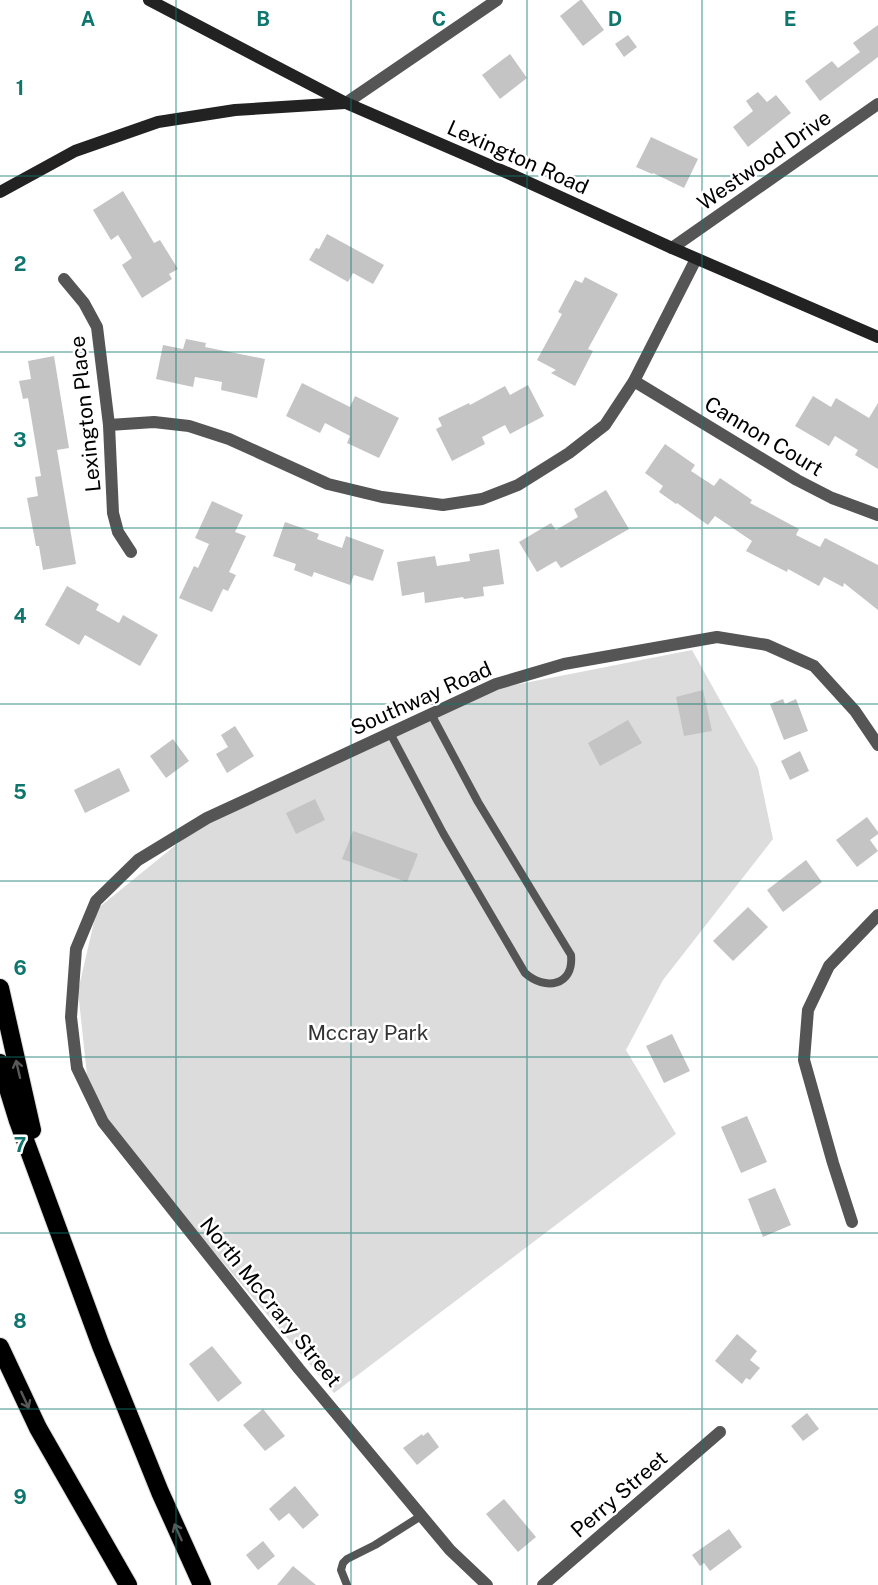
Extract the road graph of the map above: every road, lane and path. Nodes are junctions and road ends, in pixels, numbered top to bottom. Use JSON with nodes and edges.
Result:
{"nodes":[{"id":1,"x":149,"y":0,"type":"edge"},
{"id":2,"x":497,"y":0,"type":"edge"},
{"id":3,"x":346,"y":103,"type":"junction"},
{"id":4,"x":878,"y":104,"type":"edge"},
{"id":5,"x":0,"y":192,"type":"edge"},
{"id":6,"x":672,"y":248,"type":"junction"},
{"id":7,"x":696,"y":259,"type":"junction"},
{"id":8,"x":64,"y":279,"type":"dead end"},
{"id":9,"x":878,"y":337,"type":"edge"},
{"id":10,"x":634,"y":381,"type":"junction"},
{"id":11,"x":109,"y":425,"type":"junction"},
{"id":12,"x":878,"y":515,"type":"edge"},
{"id":13,"x":131,"y":552,"type":"dead end"},
{"id":14,"x":431,"y":714,"type":"junction"},
{"id":15,"x":390,"y":733,"type":"junction"},
{"id":16,"x":878,"y":745,"type":"edge"},
{"id":17,"x":878,"y":915,"type":"edge"},
{"id":18,"x":0,"y":988,"type":"edge"},
{"id":19,"x":71,"y":1017,"type":"joint"},
{"id":20,"x":0,"y":1063,"type":"edge"},
{"id":21,"x":852,"y":1222,"type":"dead end"},
{"id":22,"x":101,"y":1346,"type":"junction"},
{"id":23,"x":0,"y":1347,"type":"edge"},
{"id":24,"x":720,"y":1432,"type":"dead end"},
{"id":25,"x":421,"y":1516,"type":"junction"},
{"id":26,"x":128,"y":1585,"type":"edge"},
{"id":27,"x":202,"y":1585,"type":"edge"},
{"id":28,"x":346,"y":1585,"type":"edge"},
{"id":29,"x":487,"y":1585,"type":"edge"},
{"id":30,"x":543,"y":1585,"type":"edge"}],
"edges":[{"from":1,"to":3,"type":"main road","name":"Lexington Road"},
{"from":2,"to":3,"type":"street"},
{"from":3,"to":5,"type":"main road"},
{"from":3,"to":6,"type":"main road","name":"Lexington Road"},
{"from":4,"to":6,"type":"street","name":"Westwood Drive"},
{"from":6,"to":7,"type":"main road","name":"Lexington Road"},
{"from":7,"to":9,"type":"main road","name":"Lexington Road"},
{"from":7,"to":10,"type":"street"},
{"from":8,"to":11,"type":"street","name":"Lexington Place"},
{"from":10,"to":11,"type":"street"},
{"from":10,"to":12,"type":"street","name":"Cannon Court"},
{"from":11,"to":13,"type":"street","name":"Lexington Place"},
{"from":14,"to":15,"type":"street","name":"Southway Road"},
{"from":14,"to":15,"type":"lane"},
{"from":14,"to":16,"type":"street","name":"Southway Road"},
{"from":15,"to":19,"type":"street","name":"Southway Road"},
{"from":17,"to":21,"type":"street"},
{"from":22,"to":18,"type":"highway","one_way":true},
{"from":19,"to":25,"type":"street","name":"North McCrary Street"},
{"from":20,"to":22,"type":"highway"},
{"from":27,"to":22,"type":"highway","one_way":true},
{"from":23,"to":26,"type":"highway","one_way":true},
{"from":24,"to":30,"type":"street","name":"Perry Street"},
{"from":25,"to":28,"type":"lane"},
{"from":25,"to":29,"type":"street","name":"North McCrary Street"}]}
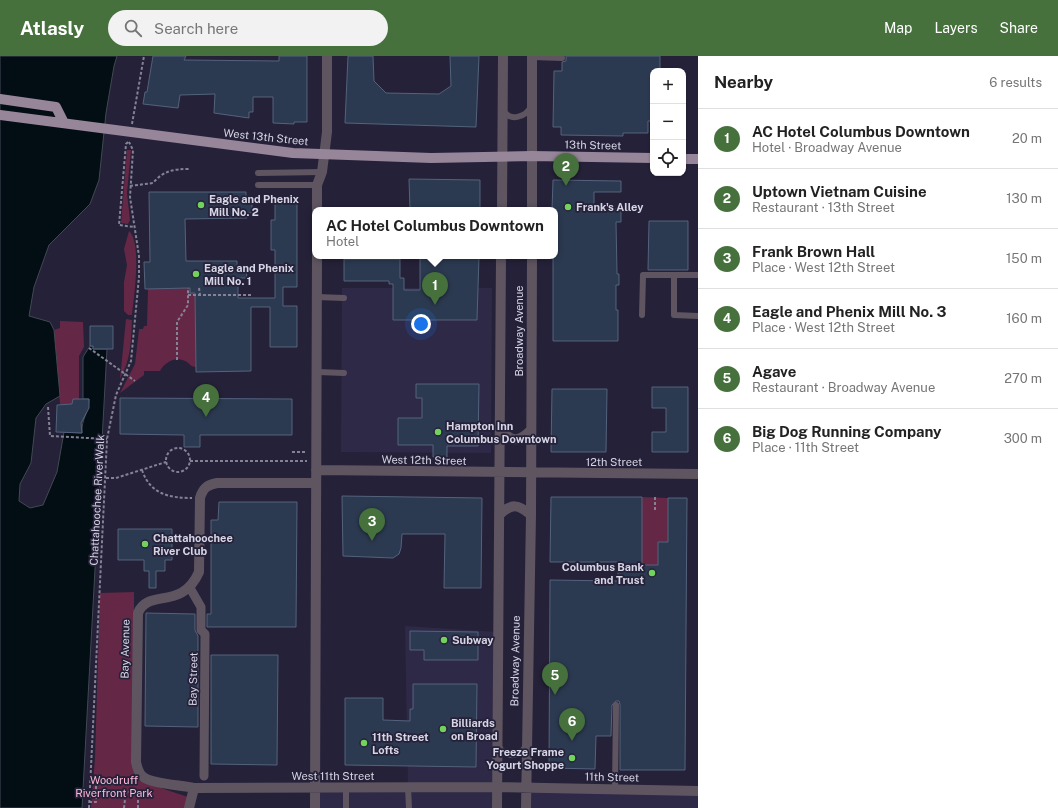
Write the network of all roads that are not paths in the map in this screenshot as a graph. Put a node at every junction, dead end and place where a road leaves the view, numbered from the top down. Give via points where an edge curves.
1 (327, 56) edge
2 (503, 56) edge
3 (532, 57) edge
4 (562, 58) dead end
5 (0, 99) edge
6 (532, 101) junction
7 (502, 106) junction
8 (0, 115) edge
9 (64, 123) junction
10 (502, 156) junction
11 (532, 156) junction
12 (650, 158) edge
13 (686, 159) edge
14 (698, 159) edge
15 (322, 172) junction
16 (258, 173) dead end
17 (258, 185) dead end
18 (317, 185) junction
19 (317, 207) edge
20 (502, 207) edge
21 (532, 207) edge
22 (317, 259) edge
23 (501, 259) edge
24 (532, 259) edge
25 (674, 275) junction
26 (698, 275) edge
27 (317, 297) junction
28 (344, 298) dead end
29 (642, 316) dead end
30 (698, 316) edge
31 (318, 372) junction
32 (344, 372) dead end
33 (500, 429) junction
34 (531, 430) junction
35 (317, 461) junction
36 (500, 473) junction
37 (531, 474) junction
38 (698, 474) edge
39 (316, 483) junction
40 (499, 515) junction
41 (531, 515) junction
42 (190, 588) junction
43 (616, 705) dead end
44 (498, 745) junction
45 (526, 746) junction
46 (204, 776) dead end
47 (143, 777) joint
48 (408, 787) junction
49 (497, 787) junction
50 (526, 787) junction
51 (194, 788) junction
52 (315, 788) junction
53 (346, 788) junction
54 (616, 789) junction
55 (698, 791) edge
56 (189, 808) edge
57 (315, 808) edge
58 (346, 808) edge
59 (409, 808) edge
60 (497, 808) edge
61 (526, 808) edge

1 - 15 street via 327,132
2 - 7 street
3 - 4 lane
3 - 6 street
5 - 9 main road via 56,107
6 - 7 lane via 528,112 518,117 504,113
6 - 11 street
7 - 10 street
8 - 9 main road, West 13th Street
9 - 10 main road, West 13th Street via 293,153 431,158
10 - 11 main road, West 13th Street
10 - 20 street
11 - 12 main road, 13th Street
11 - 21 street
13 - 14 main road
15 - 16 lane
15 - 18 street
17 - 18 lane
18 - 19 street
22 - 27 street
23 - 33 street, Broadway Avenue
24 - 34 street, Broadway Avenue
25 - 26 lane
25 - 29 lane via 643,275
25 - 30 lane via 674,315
27 - 28 lane
27 - 31 street
31 - 32 lane
31 - 35 street
33 - 34 street via 508,437 516,440
33 - 36 street, Broadway Avenue
34 - 37 street, Broadway Avenue
35 - 36 street, West 12th Street
35 - 39 street
36 - 37 street, West 12th Street
36 - 40 street, Broadway Avenue
37 - 38 street, 12th Street
37 - 41 street, Broadway Avenue
39 - 42 street via 216,483 206,487 200,498 199,572
39 - 52 street
40 - 41 street via 506,508 515,506 523,508
40 - 44 street, Broadway Avenue
41 - 45 street, Broadway Avenue
42 - 46 street, Bay Street via 201,606 201,630 205,634
42 - 47 street, Bay Avenue via 173,597 149,601 140,607 138,613 136,762
43 - 54 lane
44 - 45 lane via 503,753 509,756 521,753
44 - 49 street, Broadway Avenue
45 - 50 street, Broadway Avenue
47 - 51 street, West 11th Street via 151,781
48 - 49 street, West 11th Street
48 - 53 street, West 11th Street
48 - 59 lane
49 - 50 street, West 11th Street
49 - 60 street, Broadway Avenue
50 - 54 street, 11th Street
50 - 61 street, Broadway Avenue
51 - 52 street, West 11th Street
51 - 56 street
52 - 53 street, West 11th Street
52 - 57 street
53 - 58 lane
54 - 55 street, 11th Street

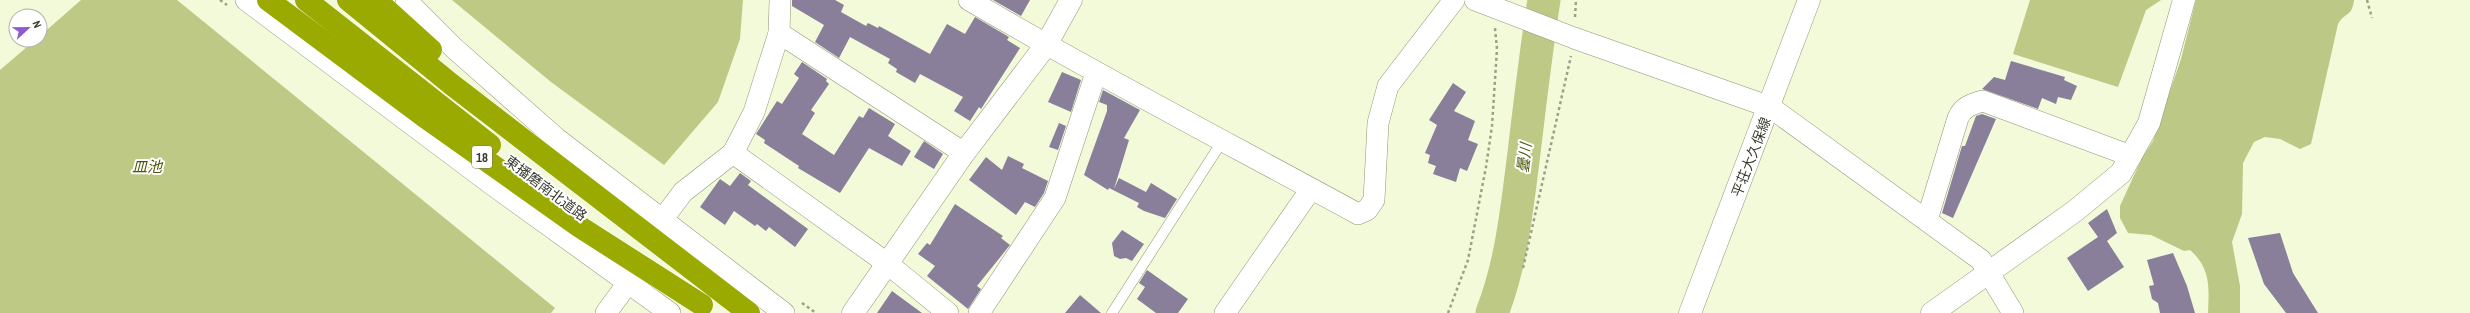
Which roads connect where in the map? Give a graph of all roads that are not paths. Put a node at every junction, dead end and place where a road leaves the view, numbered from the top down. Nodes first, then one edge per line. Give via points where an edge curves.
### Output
1 (246, 0) edge
2 (268, 0) edge
3 (306, 0) edge
4 (348, 0) edge
5 (376, 0) edge
6 (406, 0) edge
7 (780, 0) edge
8 (969, 0) edge
9 (1071, 0) edge
10 (1454, 0) edge
11 (1809, 0) edge
12 (2184, 0) edge
13 (1484, 3) edge
14 (778, 33) junction
15 (1046, 45) junction
16 (1096, 74) junction
17 (1770, 107) junction
18 (1223, 140) junction
19 (733, 153) junction
20 (964, 153) junction
21 (2131, 156) junction
22 (1312, 189) junction
23 (595, 195) junction
24 (662, 220) junction
25 (1927, 220) junction
26 (888, 264) junction
27 (1988, 274) junction
28 (628, 283) junction
29 (707, 309) edge
30 (606, 313) edge
31 (670, 313) edge
32 (749, 313) edge
33 (784, 313) edge
34 (853, 313) edge
35 (948, 313) edge
36 (979, 313) edge
37 (1112, 313) edge
38 (1225, 313) edge
39 (1690, 313) edge
40 (1932, 313) edge
41 (2013, 313) edge

1 - 28 street via 458,160
2 - 29 highway, 18 via 422,115 574,222
3 - 29 highway, 東播磨南北道路 / 18 via 434,103
4 - 23 highway, 東播磨南北道路 via 451,84
5 - 23 highway
6 - 24 street via 454,49 556,138
7 - 14 street
8 - 15 street
9 - 15 street
10 - 22 street via 1388,86 1378,123 1374,200 1367,210 1358,214
11 - 17 street, 平荘大久保線
12 - 21 street via 2149,123
13 - 17 street via 1574,38
14 - 19 street via 754,112
14 - 20 street
15 - 16 street
15 - 20 street
16 - 18 street
16 - 36 street via 1055,198
17 - 25 street
17 - 39 street, 平荘大久保線
18 - 22 street
18 - 37 lane
19 - 24 street via 683,192
19 - 26 street
20 - 26 street
21 - 25 street via 1983,102 1972,104 1962,111 1958,118
21 - 27 street via 2121,173 2100,192
22 - 38 street
23 - 32 highway, 東播磨南北道路
24 - 33 street
25 - 27 street via 1981,260
26 - 34 street
26 - 35 street
27 - 40 street
27 - 41 street
28 - 30 street
28 - 31 street

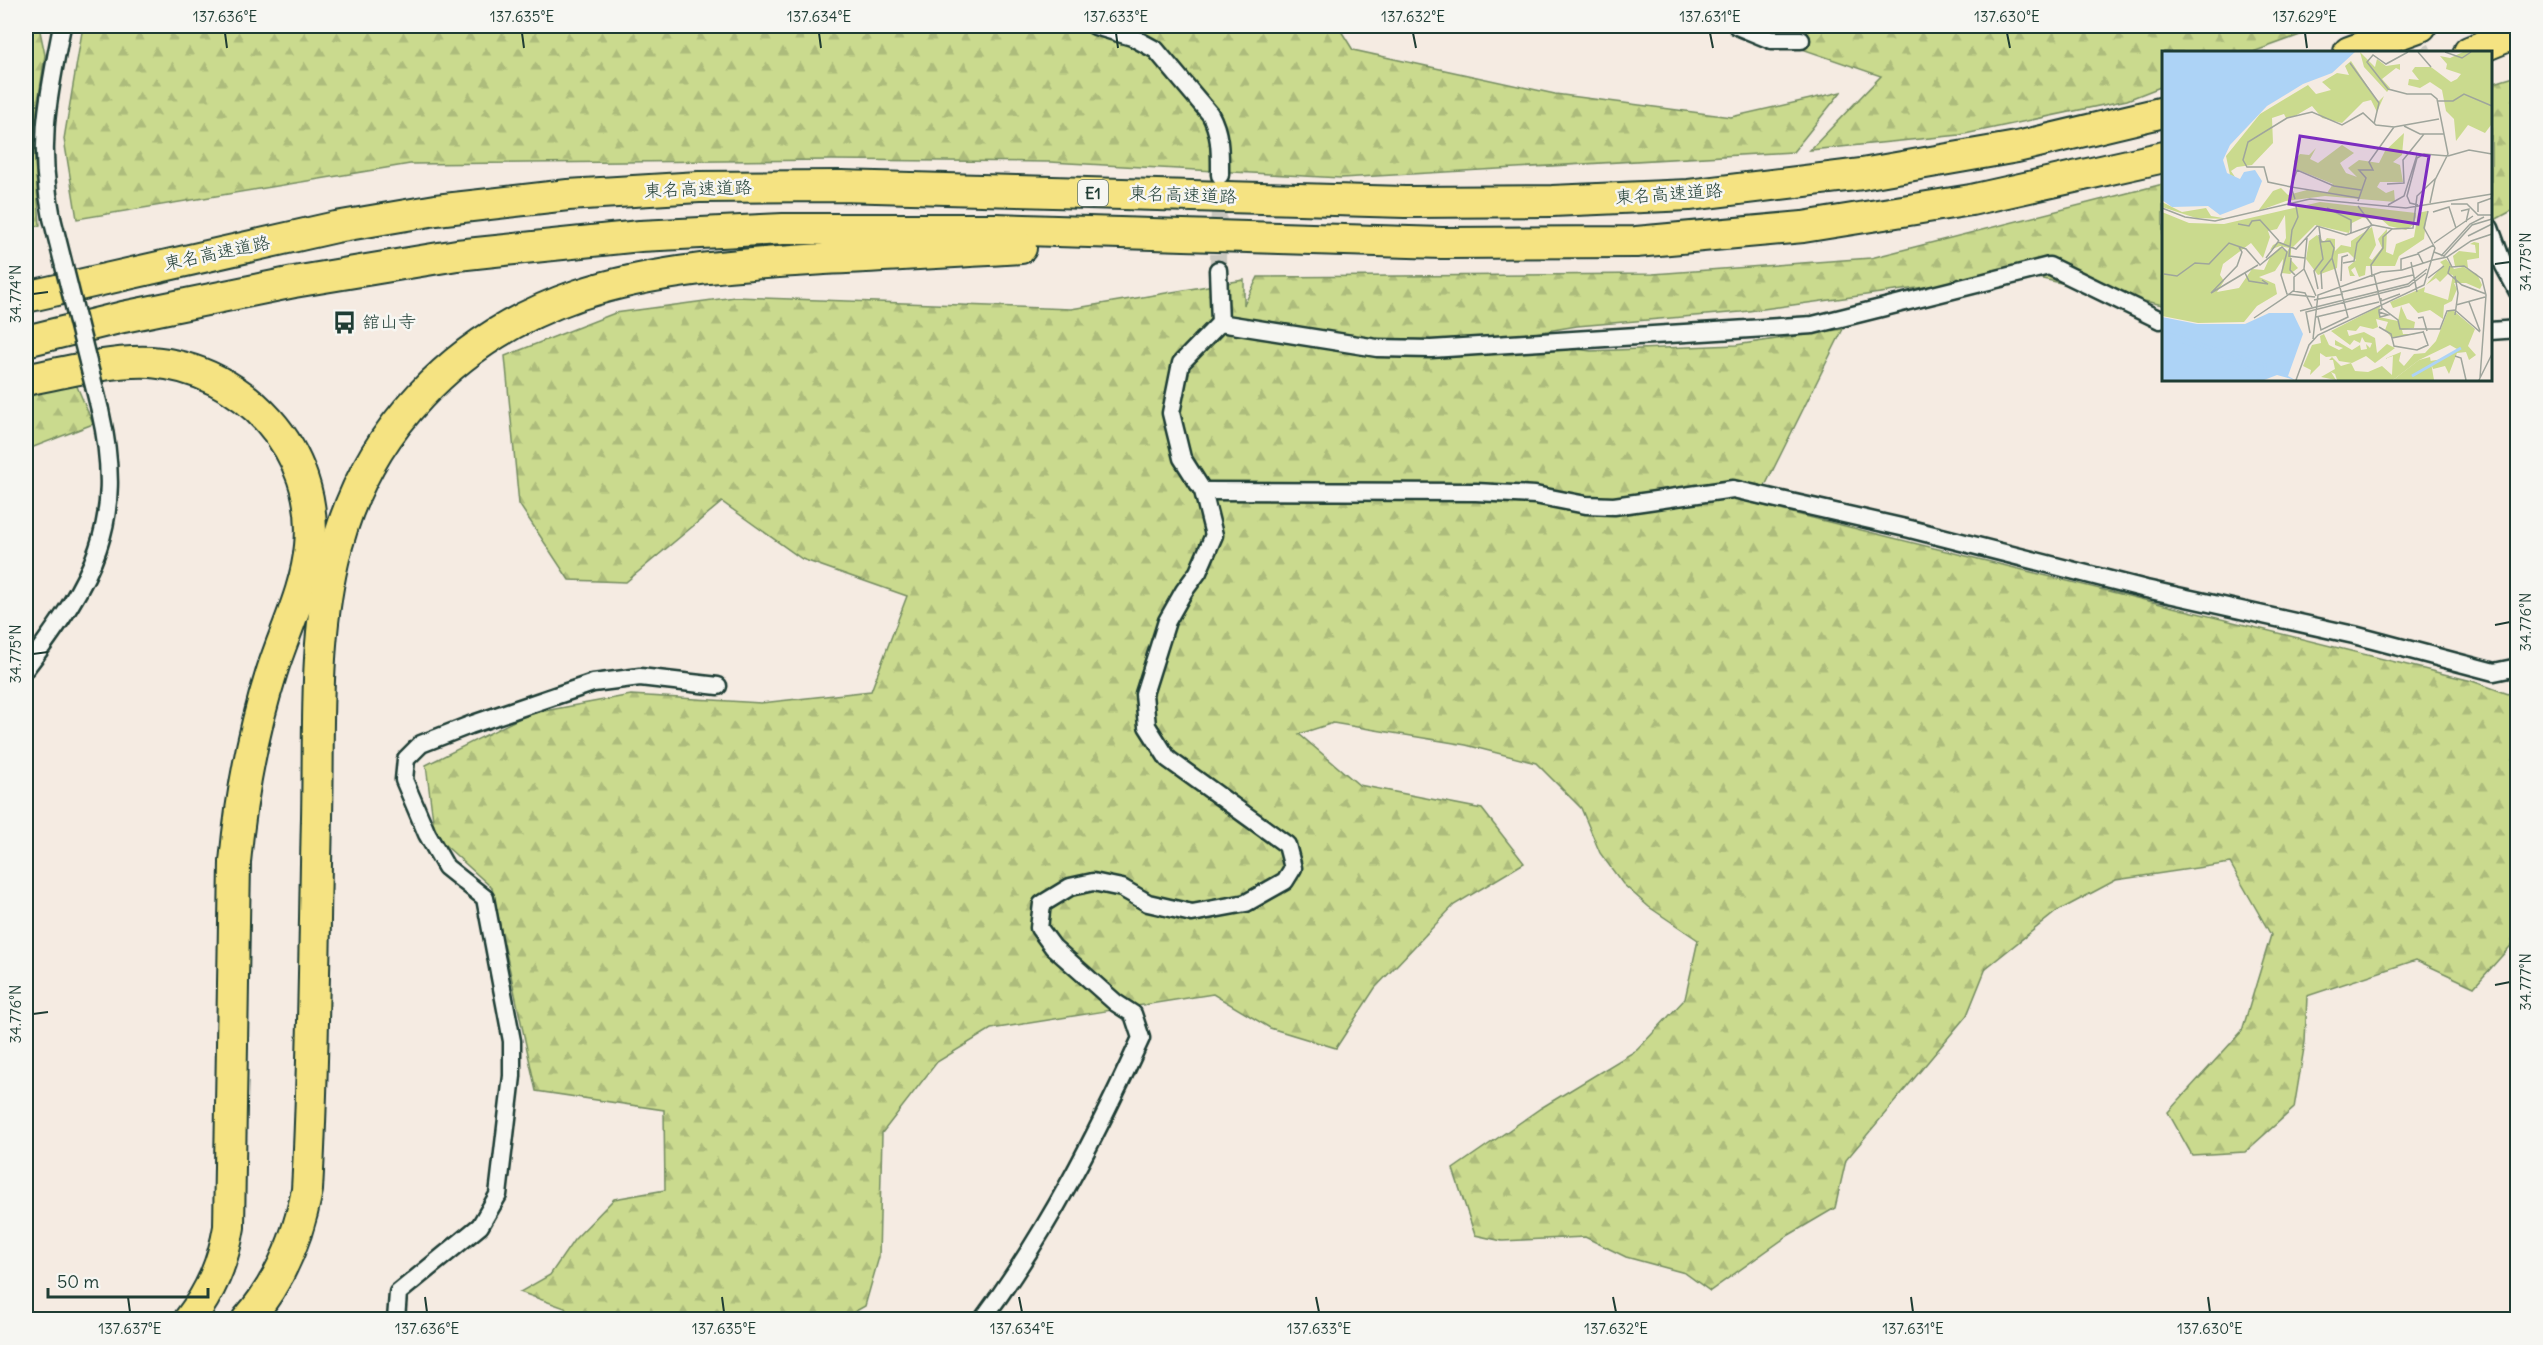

=-=-=-=-=

*WHAT NEEDS TO BE DONE*. What lines in the data above contain the word "leaves"? Copy them all.

*WORKED SOLUTION*.
Write the network of all roads that are not paths in the map in this screenshot as a graph. Put a node at every junction, dead end and place where a road leaves the view, numbered from the top down. Give via points where an edge curves.
Which roads connect where in the map? Give a graph of all roads that are not paths. Put a node at every junction, dead end and place where a road leaves the view, numbered from the top down. Nodes first, then one edge per line. Give via points where an edge curves.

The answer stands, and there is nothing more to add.